L’ipotetica decisione delle potenze europee di violare l’accordo nucleare iraniano rappresenterebbe un rischio significativo per la stabilità in Iran, ma in realtà per tutta la comunità globale. La violazione dell’accordo potrebbe portare ad una serie di conseguenze imprevedibili dato che l’Iran incolpa l’Occidente della crisi economica e sociale.
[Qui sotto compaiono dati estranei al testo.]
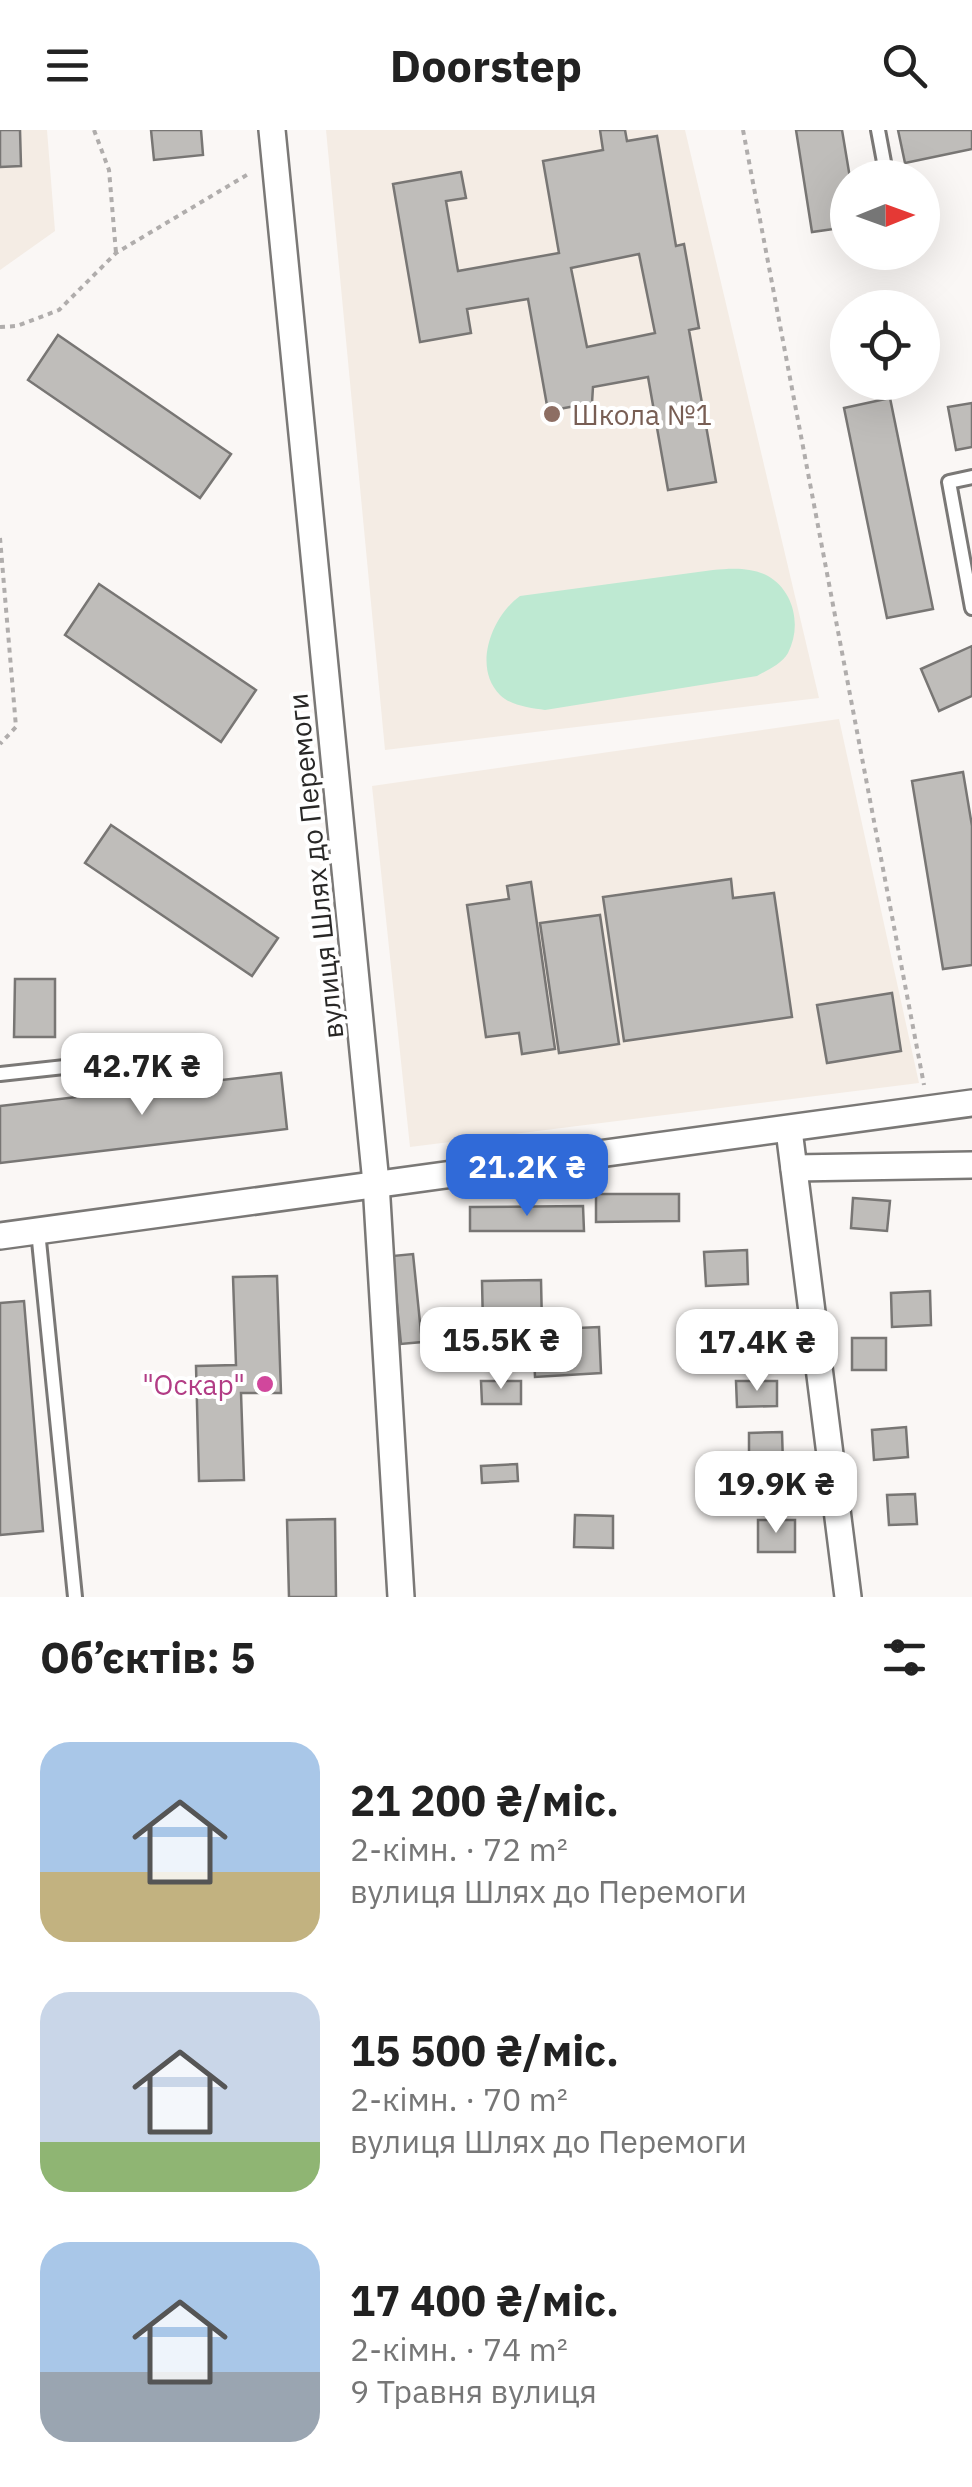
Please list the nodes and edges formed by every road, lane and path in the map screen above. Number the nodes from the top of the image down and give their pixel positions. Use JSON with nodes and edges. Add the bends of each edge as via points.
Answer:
{"nodes":[{"id":1,"x":94,"y":130,"type":"edge"},
{"id":2,"x":272,"y":130,"type":"edge"},
{"id":3,"x":743,"y":130,"type":"edge"},
{"id":4,"x":878,"y":130,"type":"edge"},
{"id":5,"x":275,"y":158,"type":"junction"},
{"id":6,"x":884,"y":160,"type":"edge"},
{"id":7,"x":116,"y":253,"type":"junction"},
{"id":8,"x":0,"y":326,"type":"edge"},
{"id":9,"x":972,"y":478,"type":"edge"},
{"id":10,"x":0,"y":538,"type":"edge"},
{"id":11,"x":972,"y":608,"type":"edge"},
{"id":12,"x":0,"y":744,"type":"edge"},
{"id":13,"x":211,"y":1050,"type":"dead end"},
{"id":14,"x":0,"y":1074,"type":"edge"},
{"id":15,"x":972,"y":1104,"type":"edge"},
{"id":16,"x":929,"y":1110,"type":"junction"},
{"id":17,"x":789,"y":1130,"type":"junction"},
{"id":18,"x":972,"y":1165,"type":"edge"},
{"id":19,"x":794,"y":1168,"type":"junction"},
{"id":20,"x":376,"y":1183,"type":"junction"},
{"id":21,"x":38,"y":1231,"type":"junction"},
{"id":22,"x":0,"y":1236,"type":"edge"},
{"id":23,"x":74,"y":1597,"type":"edge"},
{"id":24,"x":400,"y":1597,"type":"edge"},
{"id":25,"x":848,"y":1597,"type":"edge"}],
"edges":[{"from":1,"to":7,"type":"path","via":[[109,170]]},
{"from":2,"to":5,"type":"street","name":"вулиця Шлях до Перемоги"},
{"from":3,"to":16,"type":"path"},
{"from":4,"to":6,"type":"lane"},
{"from":5,"to":7,"type":"path"},
{"from":5,"to":20,"type":"street","name":"вулиця Шлях до Перемоги"},
{"from":7,"to":8,"type":"path","via":[[59,310]]},
{"from":9,"to":11,"type":"lane","via":[[949,482]]},
{"from":10,"to":12,"type":"path","via":[[16,727]]},
{"from":13,"to":14,"type":"lane"},
{"from":15,"to":16,"type":"street"},
{"from":16,"to":17,"type":"street"},
{"from":17,"to":19,"type":"street"},
{"from":17,"to":20,"type":"street"},
{"from":18,"to":19,"type":"street"},
{"from":19,"to":25,"type":"street"},
{"from":20,"to":21,"type":"street"},
{"from":20,"to":24,"type":"street","name":"вулиця Шлях до Перемоги"},
{"from":21,"to":22,"type":"street"},
{"from":21,"to":23,"type":"lane"}]}
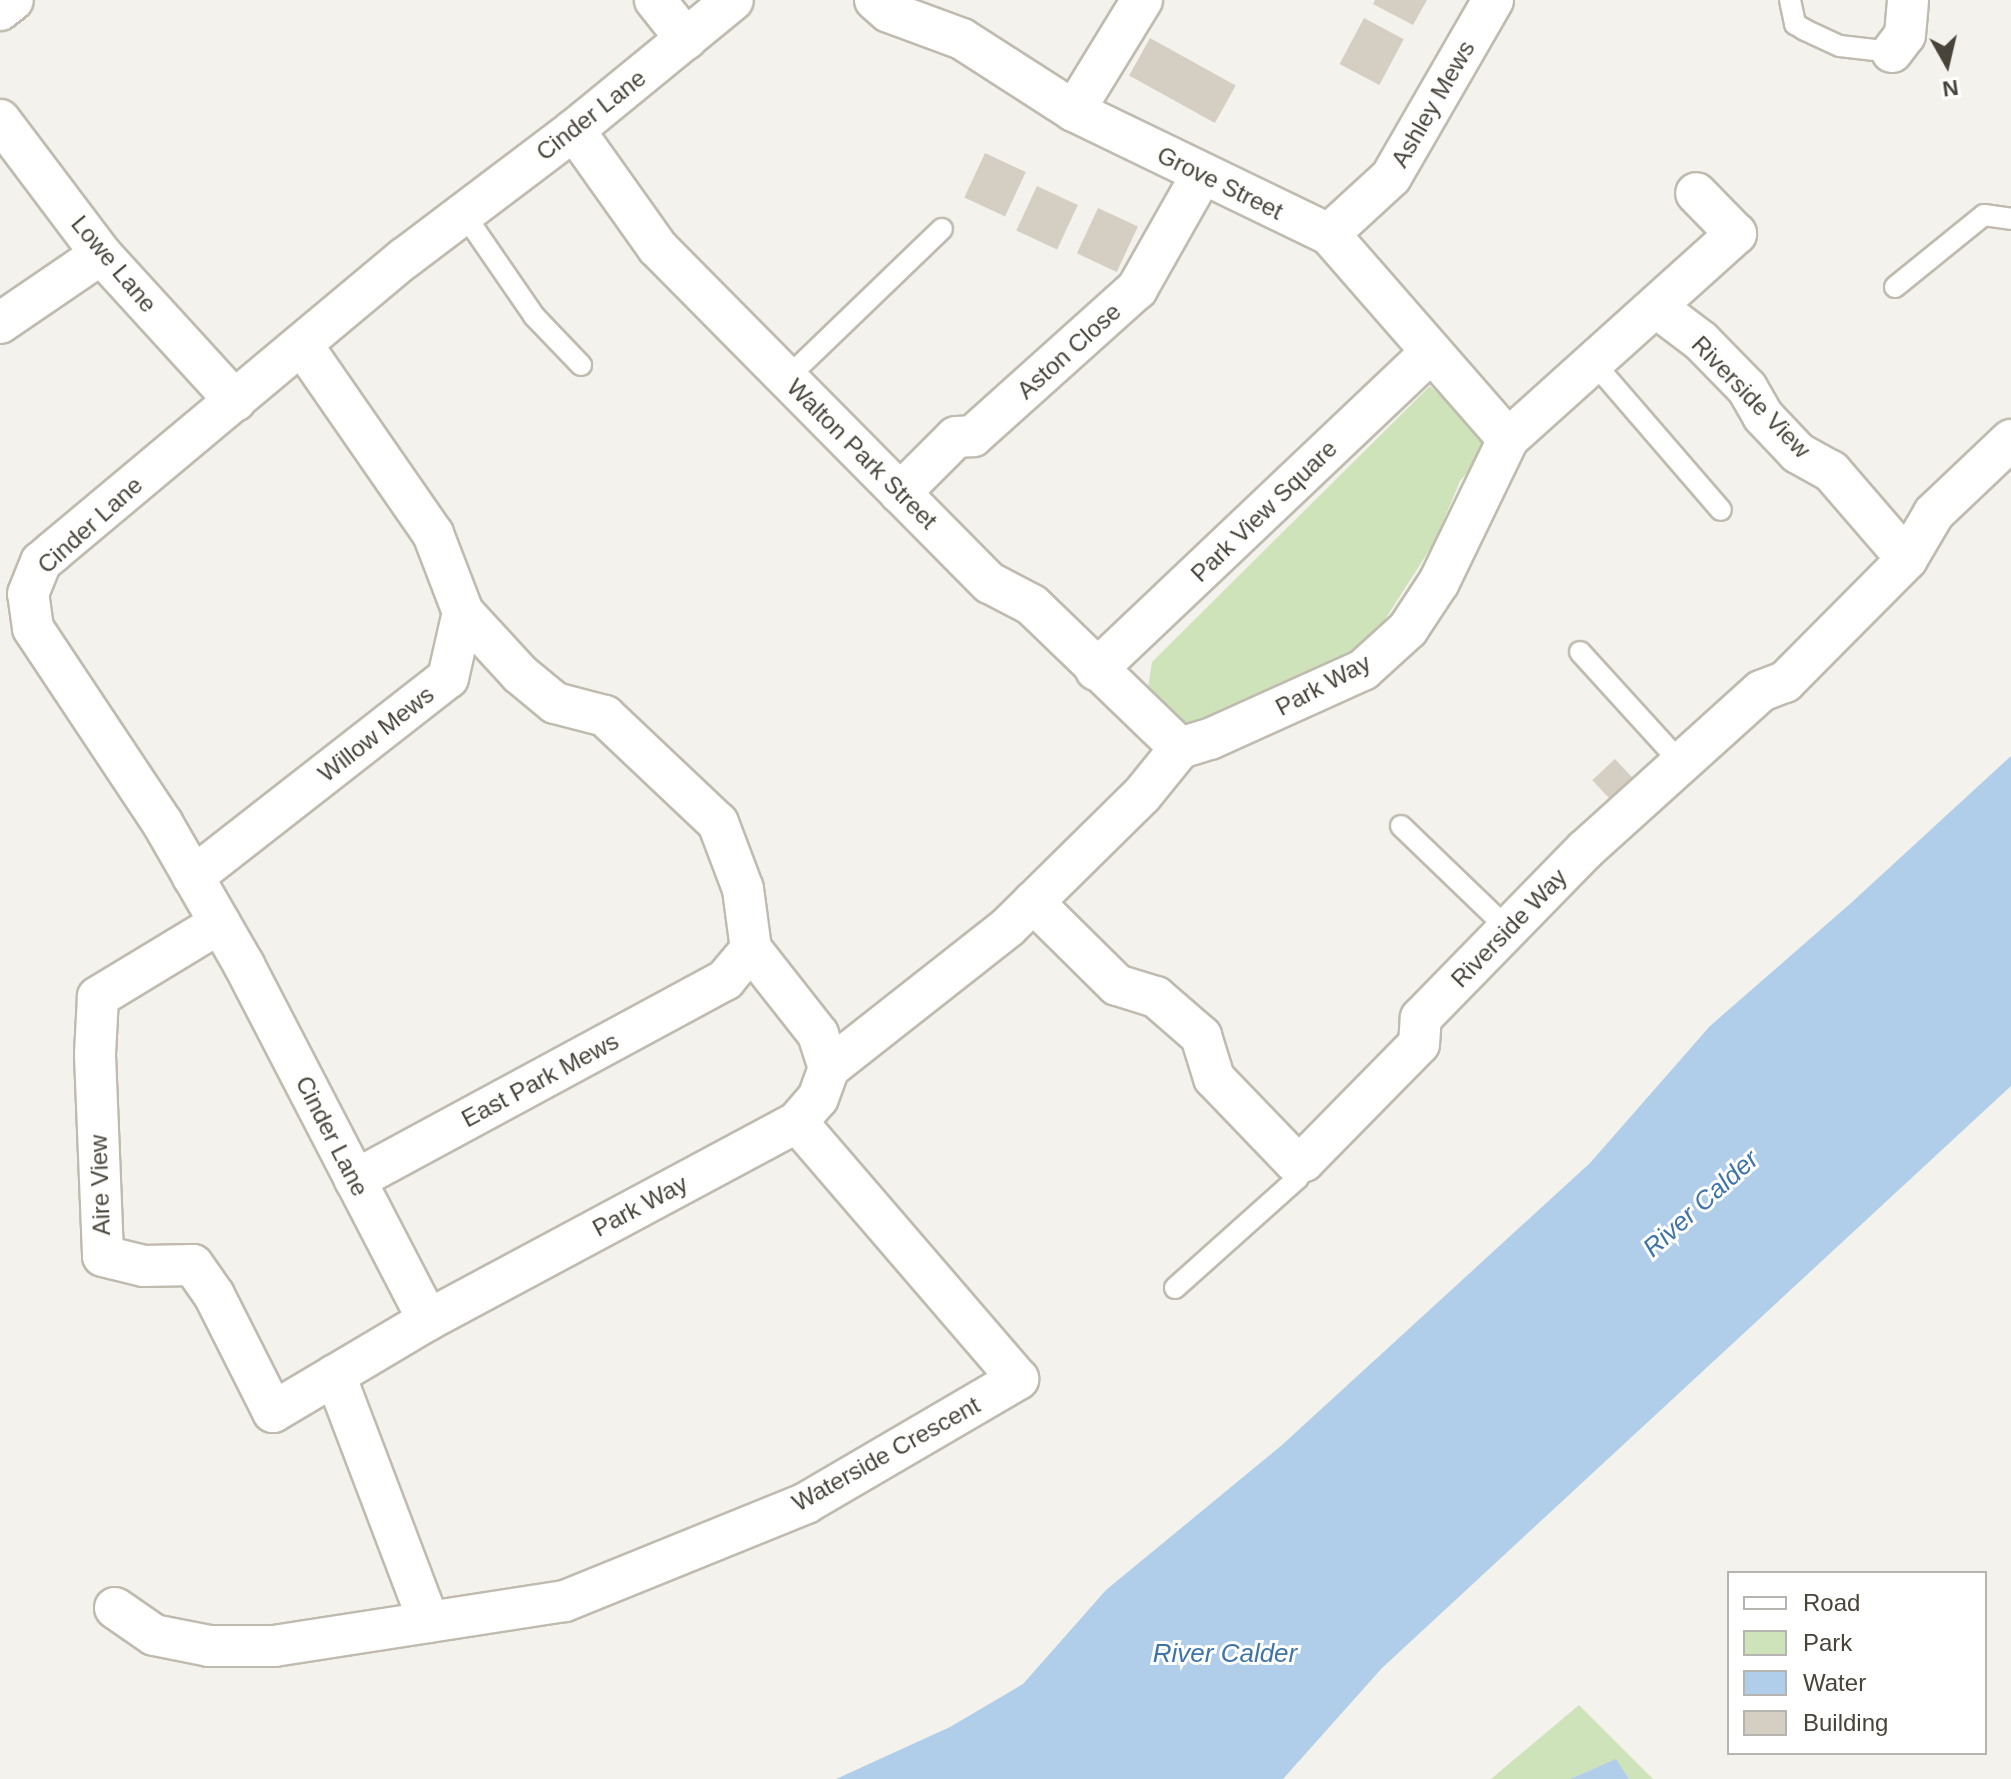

Dopo la scoperta fatta dall’Aiea, che ha rivelato una percentuale elevatissima riguardo all’arricchimento dell’uranio che ha raggiunto l’84% già da diversi mesi, sono sorti timori Internazionali in quanto basta veramente una piccolissima percentuale in più per creare un’arma nucleare. L’Agenzia per l’energia atomica e nucleare ha espresso preoccupazione per la situazione e chiede equilibrio per evitare catastrofi irreparabili.
Secondo alcune fonti diplomatiche, la giustificazione della violazione dell’accordo da parte delle potenze europee è basata sulla violazione dell’Iran degli impegni presi nell’accordo, tra cui la vendita di droni a Mosca da usare in Ucraina e il possibile trasferimento di missili balistici alla Russia.
Ovviamente si tratta di un’ipotesi delle autorità occidentali ma in ogni caso la possibile violazione dell’accordo nucleare dell’iran rimane una mossa rischiosa che richiede una valutazione attenta degli scenari e delle conseguenze possibili. Il rischio di un’escalation del conflitto storico con Israele e la destabilizzazione della regione è elevato.
La comunità internazionale, secondo diversi esperti, dovrebbe continuare a cercare una soluzione diplomatica e basata sul dialogo per risolvere le controversie e garantire la sicurezza nella regione, soprattutto in merito alla delicata questione del nucleare.
La violazione dell’accordo nucleare rappresenta una mossa che potrebbe aumentare la tensione nella regione che è già attraversata da una crisi profonda sia a livello economico che sociale.
Il recente annuncio del capo dell’ispettorato delle armi nucleari delle Nazioni Unite Grossi ha esternato i suoi timori sulla situazione dell’accordo sul monitoraggio del programma nucleare iraniano.
Grossi ha ammesso che l’accordo è diventato molto limitato e frammentato e ha aggiunto che i deputati iraniani si sono opposti all’installazione di telecamere di sicurezza nel laboratorio di produzione di centrifughe a Isfahan, già concordata tra le parti in precedenza.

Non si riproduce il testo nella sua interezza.